The enclosed Offer to Purchase and Solicitation/Recommendation Statement of the
Company describe the tender offer in greater detail, including the conditions
that must be satisfied before Beta will purchase shares in the tender offer.
After Beta purchases shares in the tender offer, Turner will merge with Beta.
Thereafter, the Company will be a wholly owned subsidiary of Hochtief.
Any Shares purchased by you through the Company's Employee Stock Purchase
Plan (the "ESPP") and held by First Chicago Trust Company of New York ("First
Chicago") on your behalf may be tendered by First Chicago pursuant to your
instructions. The Offer is scheduled to expire at 12:00 MIDNIGHT, NEW YORK CITY
TIME, ON SEPTEMBER 17, 1999 (the "Expiration Date"), unless the Offer is
extended, in which event the term "Expiration Date" shall mean the latest time
and date at which the Offer shall expire.
TO INSTRUCT FIRST CHICAGO TO TENDER SHARES HELD BY FIRST CHICAGO IN YOUR
ESPP ACCOUNT AT THE TIME OF THE EXPIRATION DATE AND TO DELIVER SUCH SHARES TO
THE DEPOSITARY FOR THE OFFER, PLEASE COMPLETE THE ATTACHED INSTRUCTION FORM AND
RETURN IT TO FIRST CHICAGO IN THE ENVELOPE PROVIDED PRIOR TO 5:00 P.M., NEW YORK
CITY TIME, ON OR BEFORE WEDNESDAY, SEPTEMBER 15, 1999, THE DATE WHICH IS TWO
DAYS PRIOR TO THE CURRENT EXPIRATION DATE, SO THAT FIRST CHICAGO MAY PROPERLY
TENDER SUCH SHARES TO THE DEPOSITARY PRIOR TO THE EXPIRATION DATE. PLEASE NOTE
THAT IF THIS FORM IS NOT RECEIVED AS OF THE EFFECTIVE DATE, YOUR SHARES WILL NOT
BE TENDERED, UNLESS FIRST CHICAGO DETERMINES THAT IT IS LEGALLY OBLIGATED TO DO
SO.
In order to ensure that your instructions to First Chicago remain
confidential, please return the Instruction Form directly to First Chicago. Your
instructions to First Chicago will be kept confidential.

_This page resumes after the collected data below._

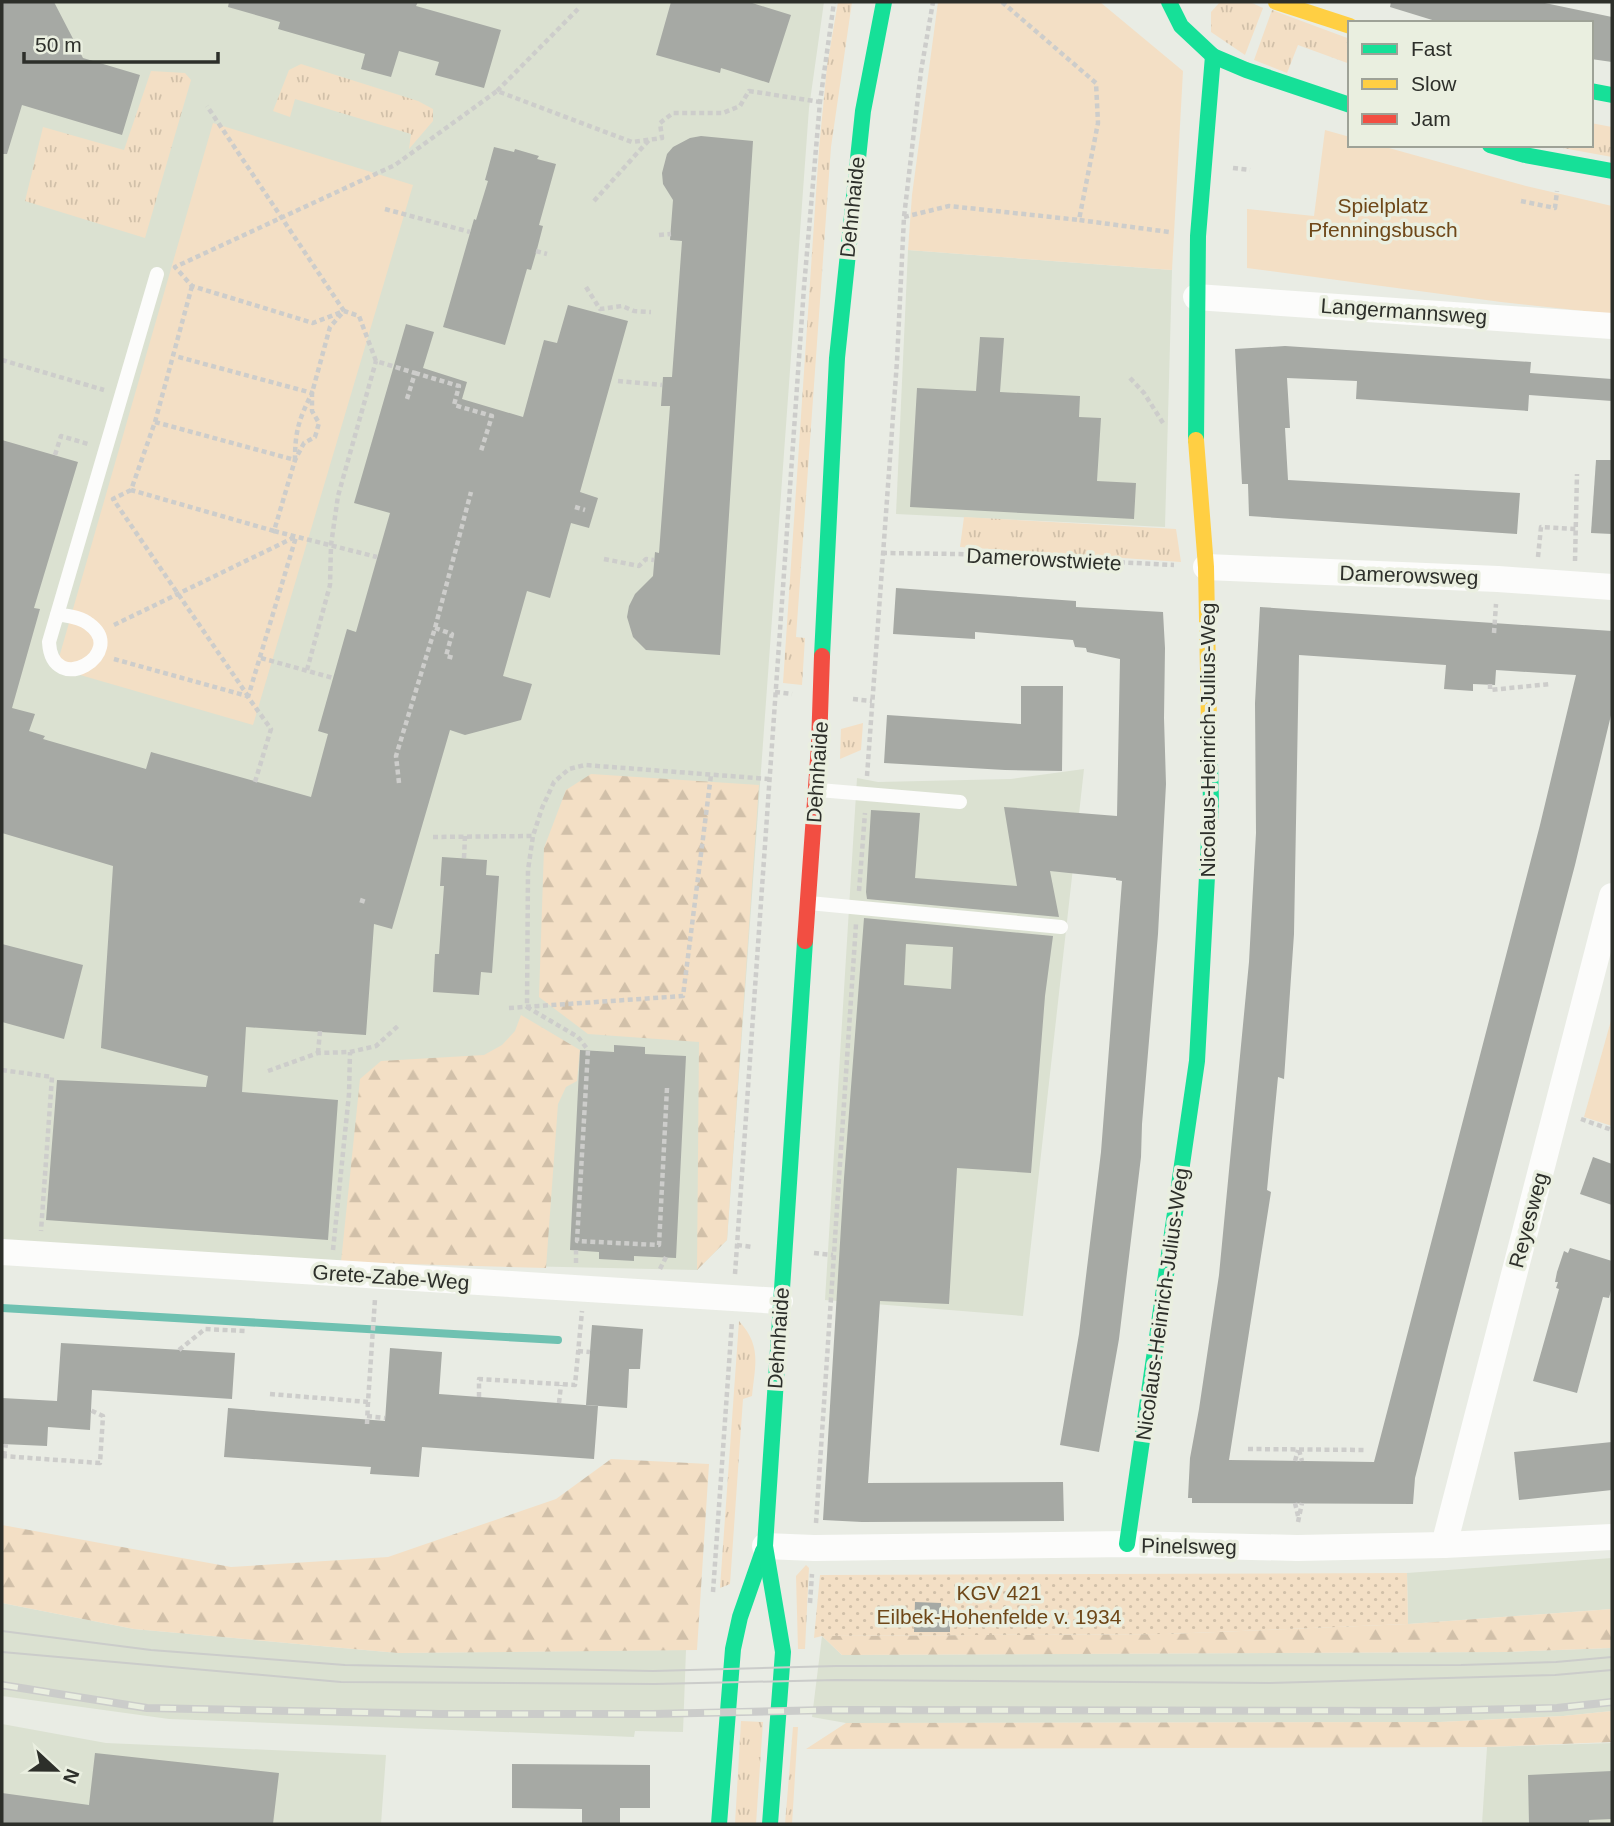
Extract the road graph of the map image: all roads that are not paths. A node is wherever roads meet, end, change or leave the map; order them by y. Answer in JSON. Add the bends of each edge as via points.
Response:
{"nodes":[{"id":1,"x":884,"y":2,"type":"edge"},
{"id":2,"x":1169,"y":2,"type":"edge"},
{"id":3,"x":1276,"y":2,"type":"edge"},
{"id":4,"x":1348,"y":25,"type":"edge"},
{"id":5,"x":1213,"y":57,"type":"junction"},
{"id":6,"x":1593,"y":91,"type":"edge"},
{"id":7,"x":1612,"y":95,"type":"edge"},
{"id":8,"x":1348,"y":104,"type":"edge"},
{"id":9,"x":1497,"y":147,"type":"edge"},
{"id":10,"x":1612,"y":171,"type":"edge"},
{"id":11,"x":157,"y":274,"type":"dead end"},
{"id":12,"x":1196,"y":297,"type":"junction"},
{"id":13,"x":1612,"y":326,"type":"edge"},
{"id":14,"x":1206,"y":567,"type":"junction"},
{"id":15,"x":1612,"y":587,"type":"edge"},
{"id":16,"x":57,"y":614,"type":"junction"},
{"id":17,"x":816,"y":789,"type":"junction"},
{"id":18,"x":961,"y":802,"type":"dead end"},
{"id":19,"x":1612,"y":896,"type":"edge"},
{"id":20,"x":808,"y":902,"type":"junction"},
{"id":21,"x":1061,"y":927,"type":"dead end"},
{"id":22,"x":2,"y":1252,"type":"edge"},
{"id":23,"x":780,"y":1301,"type":"junction"},
{"id":24,"x":1612,"y":1537,"type":"edge"},
{"id":25,"x":1127,"y":1544,"type":"junction"},
{"id":26,"x":1444,"y":1545,"type":"junction"},
{"id":27,"x":765,"y":1546,"type":"junction"},
{"id":28,"x":719,"y":1824,"type":"edge"},
{"id":29,"x":770,"y":1824,"type":"edge"}],
"edges":[{"from":1,"to":17,"type":"main road","name":"Dehnhaide","via":[[863,111],[837,358]]},
{"from":2,"to":5,"type":"main road","via":[[1181,26]]},
{"from":3,"to":4,"type":"main road"},
{"from":5,"to":8,"type":"main road"},
{"from":5,"to":12,"type":"main road","name":"Nicolaus-Heinrich-Julius-Weg"},
{"from":6,"to":7,"type":"main road"},
{"from":9,"to":10,"type":"main road"},
{"from":11,"to":16,"type":"lane"},
{"from":12,"to":13,"type":"street","name":"Langermannsweg"},
{"from":12,"to":14,"type":"main road","name":"Nicolaus-Heinrich-Julius-Weg","via":[[1196,454]]},
{"from":14,"to":15,"type":"street","name":"Damerowsweg"},
{"from":14,"to":25,"type":"main road","name":"Nicolaus-Heinrich-Julius-Weg","via":[[1211,802],[1197,1061]]},
{"from":16,"to":16,"type":"lane","via":[[50,652],[65,668],[88,666],[100,646],[97,634],[85,621]]},
{"from":17,"to":18,"type":"lane"},
{"from":17,"to":20,"type":"main road","name":"Dehnhaide"},
{"from":19,"to":26,"type":"street","name":"Reyesweg"},
{"from":20,"to":21,"type":"lane"},
{"from":20,"to":23,"type":"main road","name":"Dehnhaide"},
{"from":22,"to":23,"type":"street","name":"Grete-Zabe-Weg","via":[[331,1273],[580,1279]]},
{"from":23,"to":27,"type":"main road","name":"Dehnhaide"},
{"from":24,"to":26,"type":"street","name":"Pinelsweg"},
{"from":25,"to":26,"type":"street","name":"Pinelsweg","via":[[1260,1548]]},
{"from":25,"to":27,"type":"street","name":"Pinelsweg"},
{"from":27,"to":28,"type":"main road","name":"Dehnhaide","via":[[733,1648]]},
{"from":27,"to":29,"type":"main road","name":"Dehnhaide","via":[[783,1652]]}]}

If you previously signed and returned a Letter of Transmittal in connection
with Shares held by you outside your ESPP account, you must still complete the
Instruction Form and return it to First Chicago in order to tender Shares held
by you in your ESPP account. The Instruction Form will serve as confirmation of
your tender of the Shares held by First Chicago in your ESPP account and as
authorization for First Chicago to deliver such Shares to the Depositary.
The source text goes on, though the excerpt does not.